Can't change raster's extent

I want to crop an elevation raster to add it to a raster stack. It's easy, I did this before smoothly, adding a ecoregions raster to the same stack. But with the elevation one, just doesn't work. Now, there are several questions here in overflow adressing this issue and I tryed a lot of things...
First of all, we need this:
library(rgdal)
library(raster)
My stack is predictors2:
#Downloading the stack
predictors2_full<-getData('worldclim', var='bio', res=10)
#Cropping it, I don' need the whole world
xmin=-120; xmax=-35; ymin=-60; ymax=35
limits <- c(xmin, xmax, ymin, ymax)
predictors2 <- crop(predictors2_full,limits)
Then I've downloaded the terr_ecorregions shapefile here: http://maps.tnc.org/files/shp/terr-ecoregions-TNC.zip
setwd("~/ORCHIDACEAE/Ecologicos/w2/layers/terr-ecoregions-TNC")
ecoreg = readOGR("tnc_terr_ecoregions.shp") # I've loaded...
ecoreg2 <- crop(ecoreg,extent(predictors2)) # cropped...
ecoreg2 <- rasterize(ecoreg2, predictors2) # made the shapefile a raster
predictors4<-addLayer(predictors2,elevation,ecoreg2) # and added the raster
# to my stack
With elevation, I just can't. The Digital elevation model is based in GMTED2010, which can be downloaded here: http://edcintl.cr.usgs.gov/downloads/sciweb1/shared/topo/downloads/GMTED/Grid_ZipFiles/mn30_grd.zip
elevation<-raster("w001001.adf") #I've loaded
elevation<-crop(elevation,predictors2) # and cropped
But elevation gets a slightly different extent instead of predictors2's extent:
> extent(elevation)
class : Extent
xmin : -120.0001
xmax : -35.00014
ymin : -60.00014
ymax : 34.99986
>
I tried to make then equal by all means I read about in questions here...

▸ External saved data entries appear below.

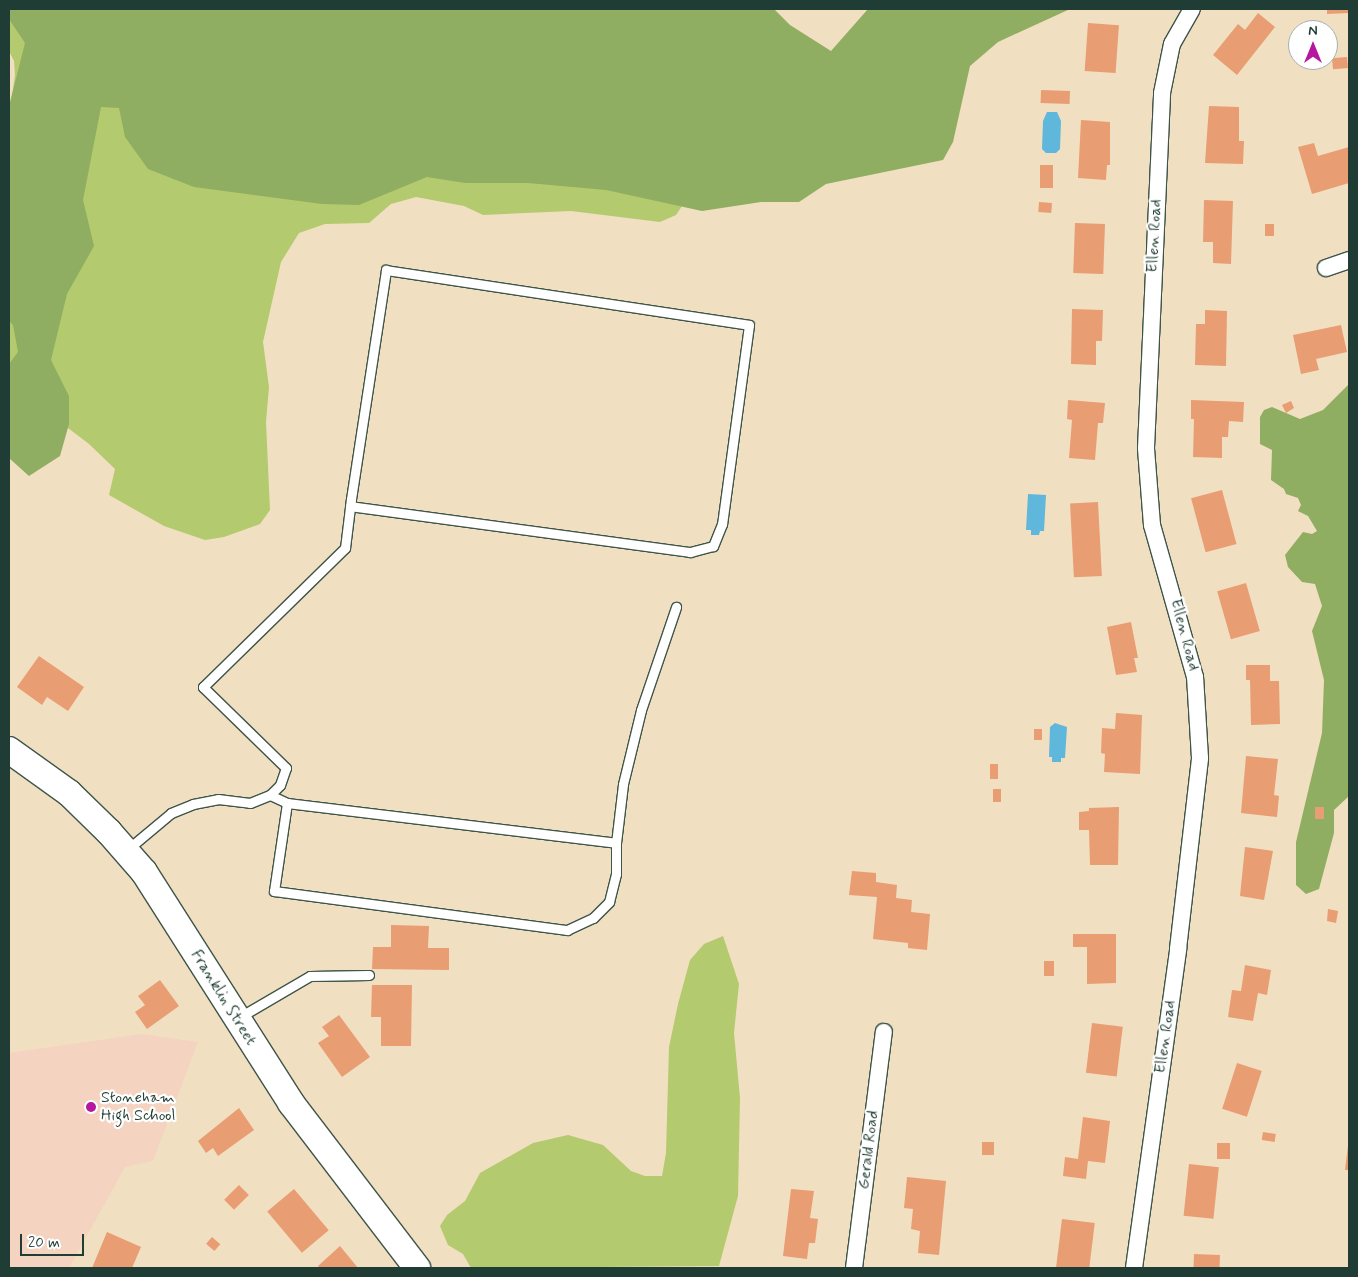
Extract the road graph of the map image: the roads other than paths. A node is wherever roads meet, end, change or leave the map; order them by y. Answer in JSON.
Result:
{"nodes":[{"id":1,"x":1192,"y":9,"type":"edge"},
{"id":2,"x":1349,"y":260,"type":"edge"},
{"id":3,"x":1326,"y":268,"type":"dead end"},
{"id":4,"x":350,"y":506,"type":"junction"},
{"id":5,"x":676,"y":607,"type":"dead end"},
{"id":6,"x":9,"y":750,"type":"edge"},
{"id":7,"x":270,"y":796,"type":"junction"},
{"id":8,"x":287,"y":803,"type":"junction"},
{"id":9,"x":616,"y":843,"type":"junction"},
{"id":10,"x":126,"y":851,"type":"junction"},
{"id":11,"x":369,"y":975,"type":"dead end"},
{"id":12,"x":236,"y":1020,"type":"junction"},
{"id":13,"x":884,"y":1032,"type":"dead end"},
{"id":14,"x":417,"y":1268,"type":"edge"},
{"id":15,"x":854,"y":1268,"type":"edge"},
{"id":16,"x":1134,"y":1268,"type":"edge"}],
"edges":[{"from":1,"to":16,"type":"street","name":"Ellen Road"},
{"from":2,"to":3,"type":"street"},
{"from":4,"to":4,"type":"lane"},
{"from":4,"to":7,"type":"lane"},
{"from":5,"to":9,"type":"lane"},
{"from":6,"to":10,"type":"main road","name":"Franklin Street"},
{"from":7,"to":8,"type":"lane"},
{"from":7,"to":10,"type":"lane"},
{"from":8,"to":9,"type":"lane"},
{"from":8,"to":9,"type":"lane"},
{"from":10,"to":12,"type":"main road","name":"Franklin Street"},
{"from":11,"to":12,"type":"lane"},
{"from":12,"to":14,"type":"main road","name":"Franklin Street"},
{"from":13,"to":15,"type":"street","name":"Gerald Road"}]}
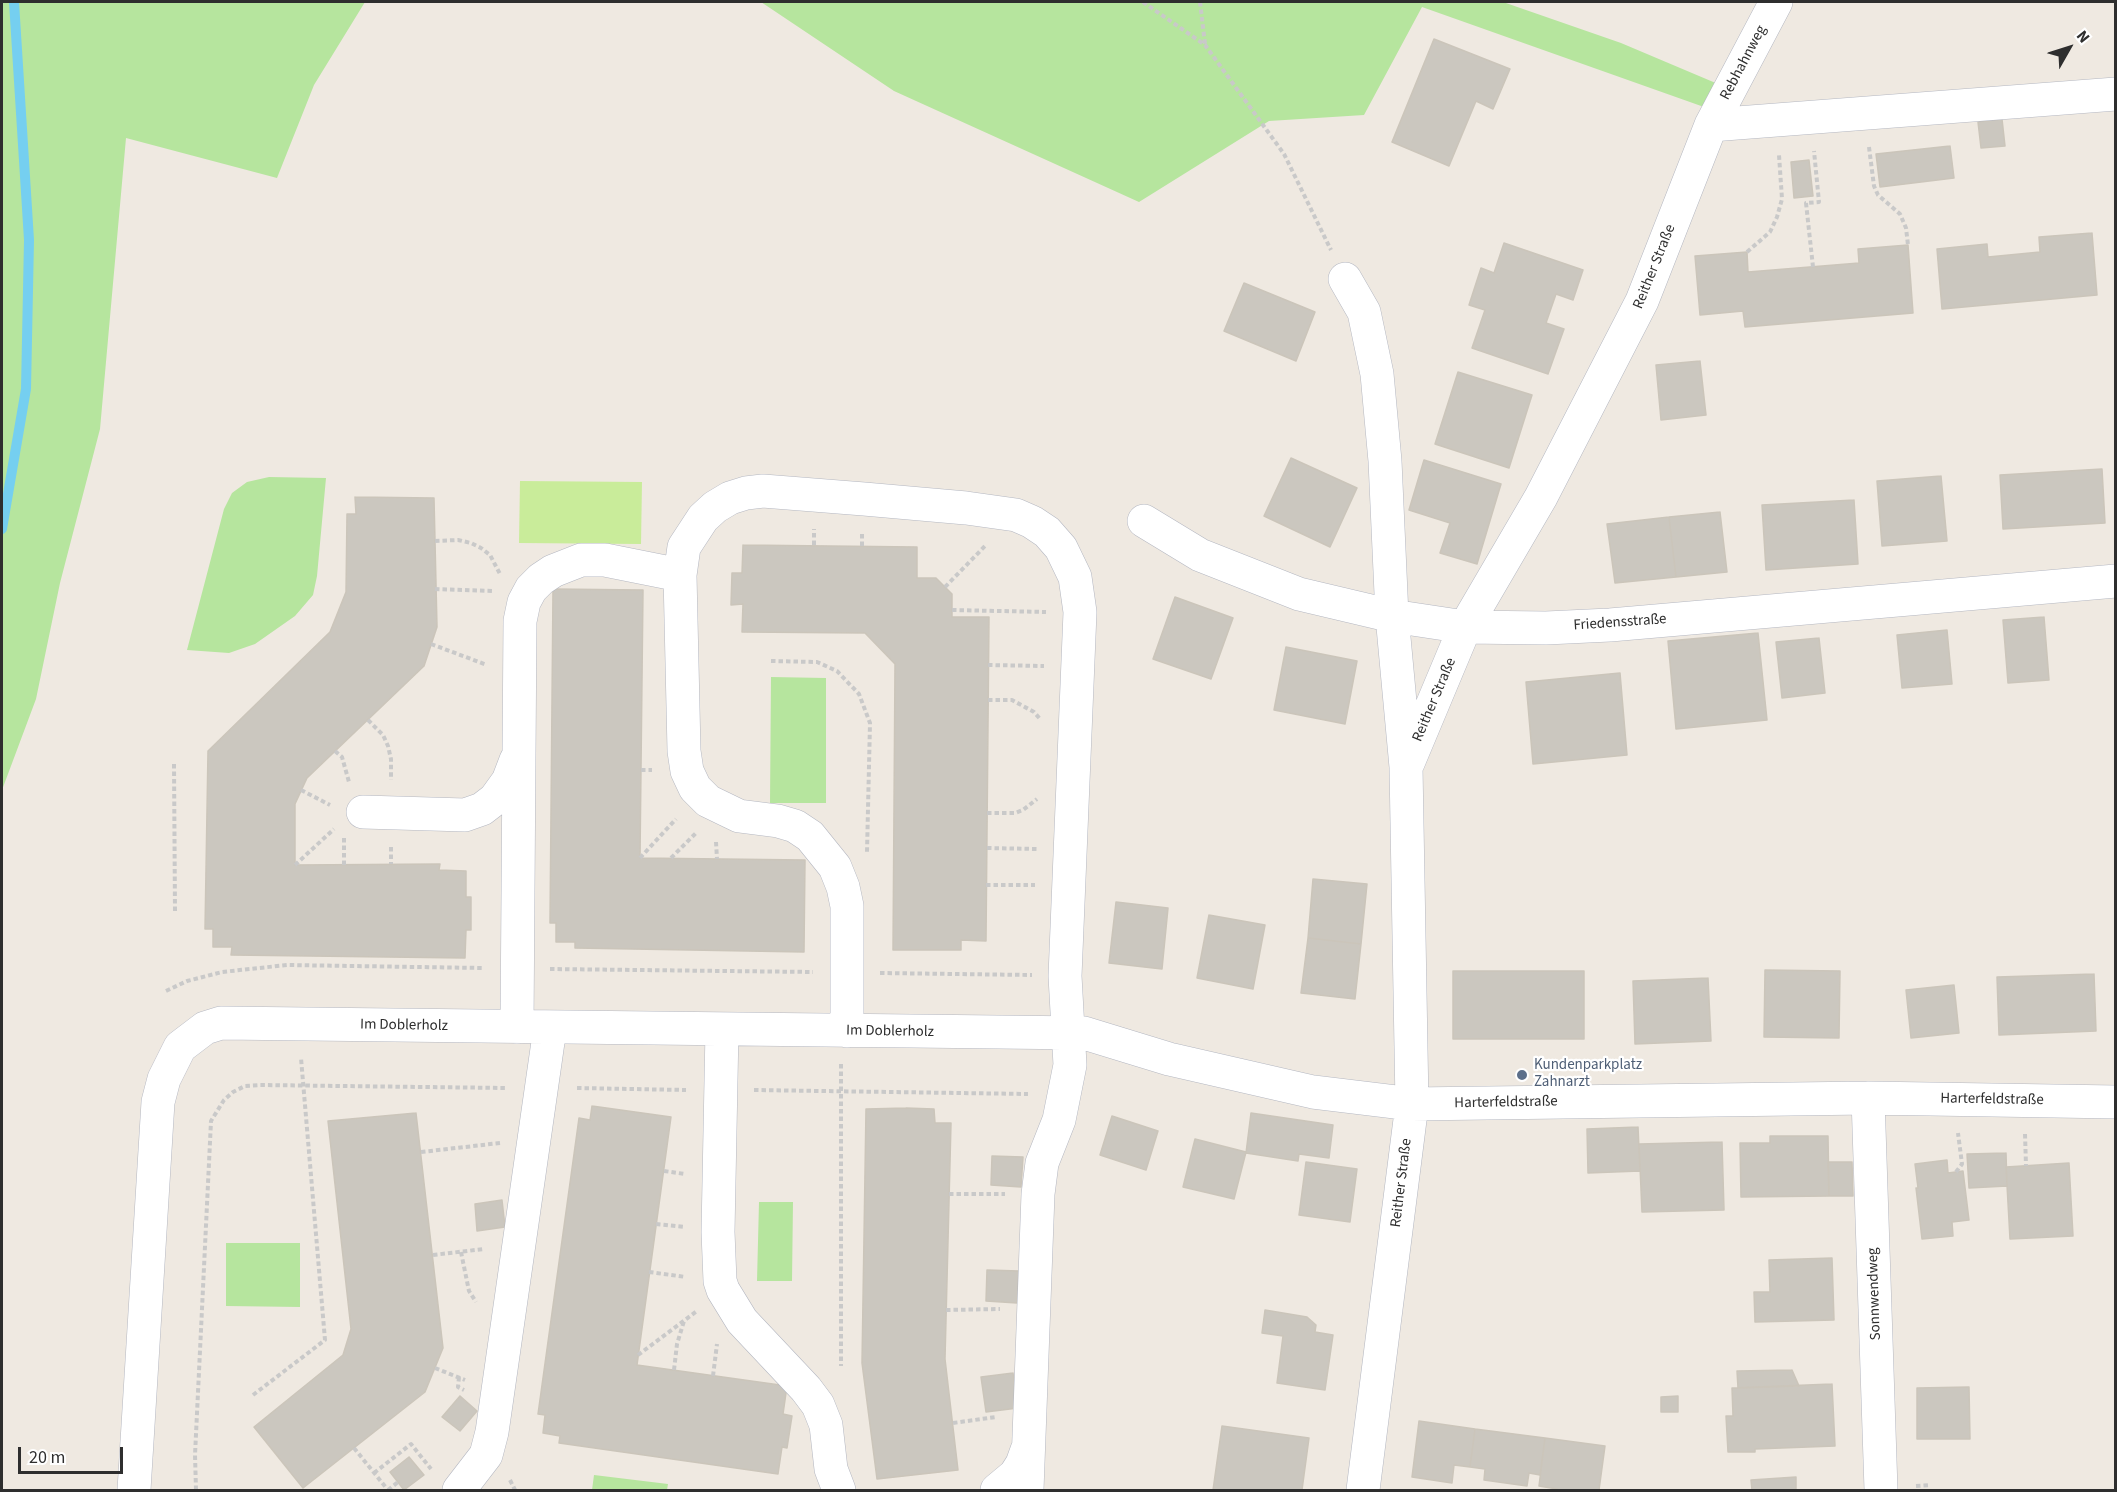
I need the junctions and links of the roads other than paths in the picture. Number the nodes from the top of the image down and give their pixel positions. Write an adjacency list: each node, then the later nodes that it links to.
1 (1776, 2): 3 (street, Rebhahnweg)
2 (2115, 94): 3 (street)
3 (1711, 125): 9 (street, Reither Straße)
4 (1346, 279): 8 (street, Reither Straße)
5 (1144, 521): 8 (street, Friedensstraße)
6 (680, 575): 10 (street); 18 (street); 19 (street)
7 (2115, 581): 9 (street, Friedensstraße)
8 (1392, 616): 9 (street, Friedensstraße); 11 (street, Reither Straße)
9 (1465, 627): 11 (street, Reither Straße)
10 (519, 750): 13 (street); 14 (street)
11 (1406, 767): 22 (street, Reither Straße)
12 (343, 815): 13 (street)
13 (465, 815): 14 (street)
14 (518, 874): 15 (street)
15 (517, 1027): 16 (street, Im Doblerholz); 25 (street, Im Doblerholz)
16 (550, 1028): 17 (street, Im Doblerholz); 24 (street)
17 (722, 1030): 18 (street, Im Doblerholz); 26 (street)
18 (844, 1031): 19 (street, Im Doblerholz)
19 (1076, 1033): 22 (street, Harterfeldstraße); 23 (street)
20 (1868, 1098): 21 (street, Harterfeldstraße); 22 (street, Harterfeldstraße); 30 (street, Sonnwendweg)
21 (2115, 1102)
22 (1412, 1104): 29 (street, Reither Straße)
23 (1028, 1448): 27 (street); 28 (street)
24 (446, 1481)
25 (134, 1491)
26 (839, 1491)
27 (997, 1491)
28 (1027, 1491)
29 (1363, 1491)
30 (1881, 1491)

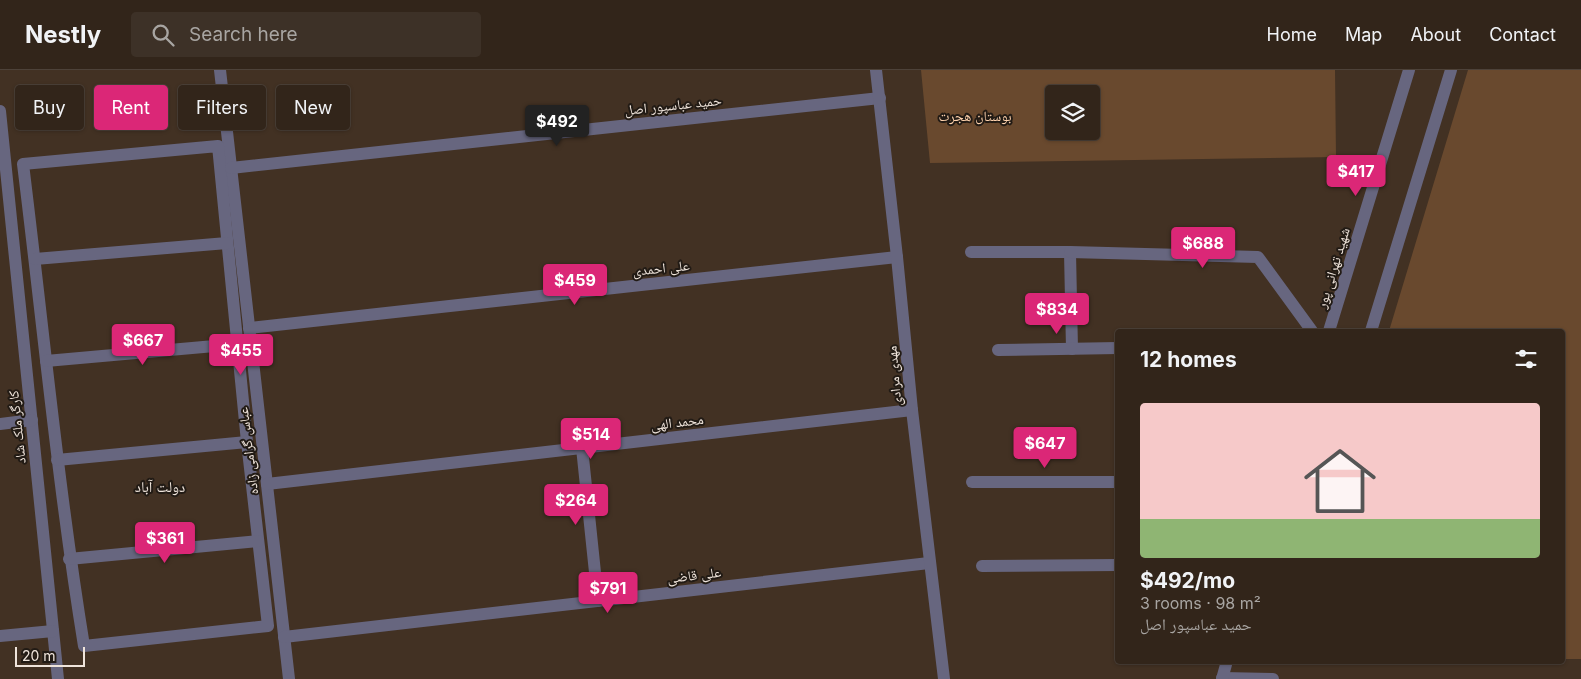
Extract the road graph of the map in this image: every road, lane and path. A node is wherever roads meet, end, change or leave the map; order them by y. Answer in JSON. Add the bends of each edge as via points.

I tried to extend so elevation's ymax would meet predictors2's ymax
elevation<-extend(elevation,predictors2) #didn't work, extent remains the same
I tried the opposite... making predictors2 extent meet elevation's extent... nothing either.
But then I read that
You might not want to play with setExtent() or extent() <- extent(), as you could end with wrong geographic coordinates of your rasters - #ztl, Jun 29 '15
And I tried to get the minimal common extent of my rasters, following #zlt answer in another extent question, by doing this
# Summing your rasters will only work where they are not NA
r123 = r1+r2+r3 # r123 has the minimal common extent
r1 = crop(r1, r123) # crop to that minimal extent
r2 = crop(r2, r123)
r3 = crop(r3, r123)
For that, first I had to set the resolutions:
res(elevation)<-res(predictors2) #fixing the resolutions... This one worked.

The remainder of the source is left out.